Edit

Share via


Node auto provisioning node pools configuration

This article explains how to configure node pools for Azure Kubernetes Service (AKS) node auto provisioning (NAP), including SKU selectors, resource limits, and priority weights.

Node pool overview

NodePools set constraints on the nodes that Node Auto Provisioning creates and the pods that run on those nodes. When you first install node autoprovisioning, a default NodePool is created. You can modify this NodePool or add more NodePools.

Key behaviors of NodePools:

  • Node auto provisioning requires at least one NodePool to function
  • Node auto provisioning evaluates each configured NodePool
  • Node auto provisioning skips NodePools with taints not tolerated by a pod
  • Node Auto Provisioning applies startup taints to provisioned nodes but doesn't require pod toleration
  • Node Auto Provisioning works best with mutually exclusive NodePools. When multiple NodePools match, the one with highest weight is used

Node autoprovisioning uses virtual machine (VM) Stock Keeping Unit (SKU) requirements to select the best virtual machine for pending workloads. Configure SKU families, VM types, spot or on-demand instances, architectures, and resource limits.

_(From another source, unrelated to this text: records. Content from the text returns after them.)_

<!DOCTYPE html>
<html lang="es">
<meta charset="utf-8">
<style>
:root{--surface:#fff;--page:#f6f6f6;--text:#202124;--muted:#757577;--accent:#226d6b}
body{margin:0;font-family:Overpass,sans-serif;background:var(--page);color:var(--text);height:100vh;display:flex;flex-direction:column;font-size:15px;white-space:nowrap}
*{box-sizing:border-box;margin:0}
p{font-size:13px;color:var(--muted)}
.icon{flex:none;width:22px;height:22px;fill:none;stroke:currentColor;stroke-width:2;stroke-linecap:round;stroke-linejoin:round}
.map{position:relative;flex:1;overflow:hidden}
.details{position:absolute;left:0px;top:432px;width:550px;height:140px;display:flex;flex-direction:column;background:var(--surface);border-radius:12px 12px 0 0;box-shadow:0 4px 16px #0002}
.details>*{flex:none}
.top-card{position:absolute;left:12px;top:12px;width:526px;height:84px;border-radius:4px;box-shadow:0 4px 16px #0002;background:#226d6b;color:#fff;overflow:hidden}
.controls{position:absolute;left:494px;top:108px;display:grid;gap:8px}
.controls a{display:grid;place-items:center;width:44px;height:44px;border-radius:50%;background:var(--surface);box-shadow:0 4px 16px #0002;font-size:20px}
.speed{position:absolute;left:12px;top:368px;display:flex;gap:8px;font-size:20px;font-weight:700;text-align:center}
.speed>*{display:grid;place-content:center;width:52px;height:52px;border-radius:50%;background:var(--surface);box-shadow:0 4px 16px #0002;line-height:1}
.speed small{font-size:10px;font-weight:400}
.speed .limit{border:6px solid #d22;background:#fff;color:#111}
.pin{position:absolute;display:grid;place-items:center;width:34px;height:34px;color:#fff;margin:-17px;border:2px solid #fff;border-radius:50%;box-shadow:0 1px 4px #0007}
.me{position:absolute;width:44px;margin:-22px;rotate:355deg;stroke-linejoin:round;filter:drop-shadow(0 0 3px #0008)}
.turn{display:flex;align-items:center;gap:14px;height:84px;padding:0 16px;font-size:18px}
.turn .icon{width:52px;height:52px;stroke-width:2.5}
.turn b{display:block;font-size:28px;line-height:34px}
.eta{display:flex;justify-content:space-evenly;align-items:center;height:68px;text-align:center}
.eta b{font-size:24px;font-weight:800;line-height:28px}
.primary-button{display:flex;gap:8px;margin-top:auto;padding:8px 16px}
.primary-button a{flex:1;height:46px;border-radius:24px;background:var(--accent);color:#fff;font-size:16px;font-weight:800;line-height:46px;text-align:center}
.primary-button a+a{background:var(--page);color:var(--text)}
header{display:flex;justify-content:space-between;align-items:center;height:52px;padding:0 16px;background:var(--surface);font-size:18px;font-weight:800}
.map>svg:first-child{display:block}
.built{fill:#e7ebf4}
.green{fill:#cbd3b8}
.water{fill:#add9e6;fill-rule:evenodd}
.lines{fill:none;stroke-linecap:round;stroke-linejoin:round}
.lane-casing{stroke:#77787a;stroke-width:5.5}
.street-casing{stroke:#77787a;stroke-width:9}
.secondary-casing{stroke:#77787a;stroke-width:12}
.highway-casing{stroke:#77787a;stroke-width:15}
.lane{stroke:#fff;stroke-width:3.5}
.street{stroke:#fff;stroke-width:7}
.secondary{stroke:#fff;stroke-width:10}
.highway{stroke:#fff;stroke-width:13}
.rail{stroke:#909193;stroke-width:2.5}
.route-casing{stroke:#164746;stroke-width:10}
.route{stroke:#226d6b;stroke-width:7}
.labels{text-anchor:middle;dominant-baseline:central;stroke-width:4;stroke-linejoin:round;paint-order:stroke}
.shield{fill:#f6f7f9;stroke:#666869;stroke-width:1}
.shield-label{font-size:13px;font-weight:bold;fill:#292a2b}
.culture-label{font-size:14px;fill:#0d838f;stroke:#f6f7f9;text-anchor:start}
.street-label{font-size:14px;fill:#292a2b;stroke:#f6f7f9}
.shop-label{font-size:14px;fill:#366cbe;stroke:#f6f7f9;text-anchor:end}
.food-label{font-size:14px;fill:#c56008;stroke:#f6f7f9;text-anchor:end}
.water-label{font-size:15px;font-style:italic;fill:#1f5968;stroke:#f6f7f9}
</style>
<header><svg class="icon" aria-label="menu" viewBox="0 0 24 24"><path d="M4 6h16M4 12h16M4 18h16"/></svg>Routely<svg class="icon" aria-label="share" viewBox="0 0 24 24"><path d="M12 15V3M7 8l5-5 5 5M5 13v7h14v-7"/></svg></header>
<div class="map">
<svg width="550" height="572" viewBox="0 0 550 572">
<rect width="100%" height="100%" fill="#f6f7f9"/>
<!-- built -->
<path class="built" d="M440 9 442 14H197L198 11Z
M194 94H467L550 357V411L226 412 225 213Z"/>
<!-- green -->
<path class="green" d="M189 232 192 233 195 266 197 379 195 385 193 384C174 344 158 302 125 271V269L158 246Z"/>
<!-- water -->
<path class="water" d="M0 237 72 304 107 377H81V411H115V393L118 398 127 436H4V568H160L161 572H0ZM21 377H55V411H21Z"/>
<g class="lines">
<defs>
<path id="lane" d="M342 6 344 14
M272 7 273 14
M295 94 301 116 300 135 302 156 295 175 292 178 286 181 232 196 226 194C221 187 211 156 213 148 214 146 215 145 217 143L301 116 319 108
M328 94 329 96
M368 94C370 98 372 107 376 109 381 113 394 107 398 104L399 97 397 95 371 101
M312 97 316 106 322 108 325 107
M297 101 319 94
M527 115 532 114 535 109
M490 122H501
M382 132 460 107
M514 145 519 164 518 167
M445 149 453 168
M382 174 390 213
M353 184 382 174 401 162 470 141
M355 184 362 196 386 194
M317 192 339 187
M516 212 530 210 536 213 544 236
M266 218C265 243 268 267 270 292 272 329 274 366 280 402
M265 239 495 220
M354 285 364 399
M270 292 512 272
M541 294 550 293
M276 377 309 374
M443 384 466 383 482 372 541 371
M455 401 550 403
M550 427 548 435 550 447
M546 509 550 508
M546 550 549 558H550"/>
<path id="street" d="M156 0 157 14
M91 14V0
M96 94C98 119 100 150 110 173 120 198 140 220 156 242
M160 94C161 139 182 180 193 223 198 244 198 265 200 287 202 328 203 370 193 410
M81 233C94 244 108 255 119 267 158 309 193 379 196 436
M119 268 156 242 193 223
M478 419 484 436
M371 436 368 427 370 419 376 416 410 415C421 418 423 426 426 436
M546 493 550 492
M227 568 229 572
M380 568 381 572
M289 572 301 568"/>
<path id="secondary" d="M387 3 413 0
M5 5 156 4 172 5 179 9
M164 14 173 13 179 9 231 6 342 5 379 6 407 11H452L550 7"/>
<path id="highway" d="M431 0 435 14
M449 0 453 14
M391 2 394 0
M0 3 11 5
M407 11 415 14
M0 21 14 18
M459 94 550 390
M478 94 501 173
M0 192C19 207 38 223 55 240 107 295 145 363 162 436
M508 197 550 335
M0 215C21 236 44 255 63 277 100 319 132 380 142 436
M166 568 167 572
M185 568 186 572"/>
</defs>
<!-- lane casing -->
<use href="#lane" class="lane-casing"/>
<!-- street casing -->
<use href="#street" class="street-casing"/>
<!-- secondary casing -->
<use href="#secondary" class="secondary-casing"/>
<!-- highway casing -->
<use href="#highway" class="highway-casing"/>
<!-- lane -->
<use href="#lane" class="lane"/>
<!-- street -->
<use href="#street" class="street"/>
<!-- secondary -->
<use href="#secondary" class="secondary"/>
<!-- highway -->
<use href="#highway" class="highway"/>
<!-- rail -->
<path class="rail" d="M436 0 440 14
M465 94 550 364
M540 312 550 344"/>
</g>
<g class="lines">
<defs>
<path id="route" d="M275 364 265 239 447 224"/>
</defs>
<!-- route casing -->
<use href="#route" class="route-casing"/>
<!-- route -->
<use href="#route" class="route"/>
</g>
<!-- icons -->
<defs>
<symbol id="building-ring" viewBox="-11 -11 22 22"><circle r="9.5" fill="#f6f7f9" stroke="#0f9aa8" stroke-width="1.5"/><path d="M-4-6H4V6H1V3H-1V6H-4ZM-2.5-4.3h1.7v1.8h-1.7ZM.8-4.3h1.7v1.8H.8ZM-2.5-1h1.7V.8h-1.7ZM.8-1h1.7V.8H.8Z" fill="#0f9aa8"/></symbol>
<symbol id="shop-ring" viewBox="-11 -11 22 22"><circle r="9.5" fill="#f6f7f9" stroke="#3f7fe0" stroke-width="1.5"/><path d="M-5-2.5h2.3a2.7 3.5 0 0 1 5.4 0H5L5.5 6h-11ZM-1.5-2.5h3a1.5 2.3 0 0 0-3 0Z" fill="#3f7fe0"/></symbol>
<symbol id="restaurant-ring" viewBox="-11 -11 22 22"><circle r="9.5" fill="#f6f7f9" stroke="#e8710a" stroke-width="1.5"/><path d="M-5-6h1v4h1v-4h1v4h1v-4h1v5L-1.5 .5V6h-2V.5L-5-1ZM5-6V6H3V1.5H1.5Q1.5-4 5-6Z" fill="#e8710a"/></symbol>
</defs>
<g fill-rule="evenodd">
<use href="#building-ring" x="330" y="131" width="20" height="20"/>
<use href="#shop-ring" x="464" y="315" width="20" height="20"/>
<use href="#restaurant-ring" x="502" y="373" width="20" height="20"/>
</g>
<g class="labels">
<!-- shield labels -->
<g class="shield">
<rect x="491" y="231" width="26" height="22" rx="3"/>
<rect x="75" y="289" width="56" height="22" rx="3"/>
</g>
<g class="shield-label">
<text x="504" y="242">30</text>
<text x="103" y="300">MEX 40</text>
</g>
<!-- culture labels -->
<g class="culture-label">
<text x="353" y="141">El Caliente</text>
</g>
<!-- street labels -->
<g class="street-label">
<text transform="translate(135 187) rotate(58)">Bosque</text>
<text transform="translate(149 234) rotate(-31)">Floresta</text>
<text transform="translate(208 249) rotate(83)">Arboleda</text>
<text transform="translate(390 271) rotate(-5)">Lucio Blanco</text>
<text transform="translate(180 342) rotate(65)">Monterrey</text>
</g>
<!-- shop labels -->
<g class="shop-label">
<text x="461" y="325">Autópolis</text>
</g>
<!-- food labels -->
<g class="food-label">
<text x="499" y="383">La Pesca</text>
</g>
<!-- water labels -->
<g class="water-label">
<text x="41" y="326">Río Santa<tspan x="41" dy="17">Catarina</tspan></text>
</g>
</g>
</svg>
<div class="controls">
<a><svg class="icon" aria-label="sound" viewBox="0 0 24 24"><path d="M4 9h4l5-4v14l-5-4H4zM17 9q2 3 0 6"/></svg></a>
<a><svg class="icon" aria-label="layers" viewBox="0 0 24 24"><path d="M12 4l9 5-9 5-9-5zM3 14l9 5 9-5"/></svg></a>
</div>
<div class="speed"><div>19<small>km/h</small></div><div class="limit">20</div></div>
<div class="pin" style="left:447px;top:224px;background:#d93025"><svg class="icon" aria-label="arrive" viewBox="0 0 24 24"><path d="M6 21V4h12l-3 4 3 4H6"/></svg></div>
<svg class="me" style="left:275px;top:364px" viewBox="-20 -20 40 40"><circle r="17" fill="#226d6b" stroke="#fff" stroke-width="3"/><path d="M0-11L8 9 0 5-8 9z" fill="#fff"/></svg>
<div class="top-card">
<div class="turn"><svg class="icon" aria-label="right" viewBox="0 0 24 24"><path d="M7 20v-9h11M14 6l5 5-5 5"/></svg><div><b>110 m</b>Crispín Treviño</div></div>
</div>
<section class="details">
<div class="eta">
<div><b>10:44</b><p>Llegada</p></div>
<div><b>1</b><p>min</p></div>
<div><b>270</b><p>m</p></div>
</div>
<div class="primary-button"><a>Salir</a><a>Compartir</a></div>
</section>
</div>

Default node pool configuration

Understand default NodePools

AKS creates a default node pool configuration that you can customize:

apiVersion: karpenter.sh/v1
kind: NodePool
metadata:
  name: default
spec:
  disruption:
    consolidationPolicy: WhenEmptyOrUnderutilized
    expireAfter: Never
  template:
    spec:
      nodeClassRef:
        name: default

      # Requirements that constrain the parameters of provisioned nodes.
      # These requirements are combined with pod.spec.affinity.nodeAffinity rules.
      # Operators { In, NotIn, Exists, DoesNotExist, Gt, and Lt } are supported.
      # https://kubernetes.io/docs/concepts/scheduling-eviction/assign-pod-node/#operators
      requirements:
      - key: kubernetes.io/arch
        operator: In
        values:
        - amd64
      - key: kubernetes.io/os
        operator: In
        values:
        - linux
      - key: karpenter.sh/capacity-type
        operator: In
        values:
        - on-demand
      - key: karpenter.azure.com/sku-family
        operator: In
        values:
        - D

A system-surge node pool is also created to autoscale system pool nodes.

Control default NodePool creation

The --node-provisioning-default-pools flag controls the default Node Auto Provisioning NodePools that are created:

  • Auto (default): Creates two standard NodePools for immediate use
  • None: No default NodePools are created - you must define your own

Warning

Changing from Auto to None: If you change this setting from Auto to None on an existing cluster, the default NodePools aren't deleted automatically. You must manually delete them if desired.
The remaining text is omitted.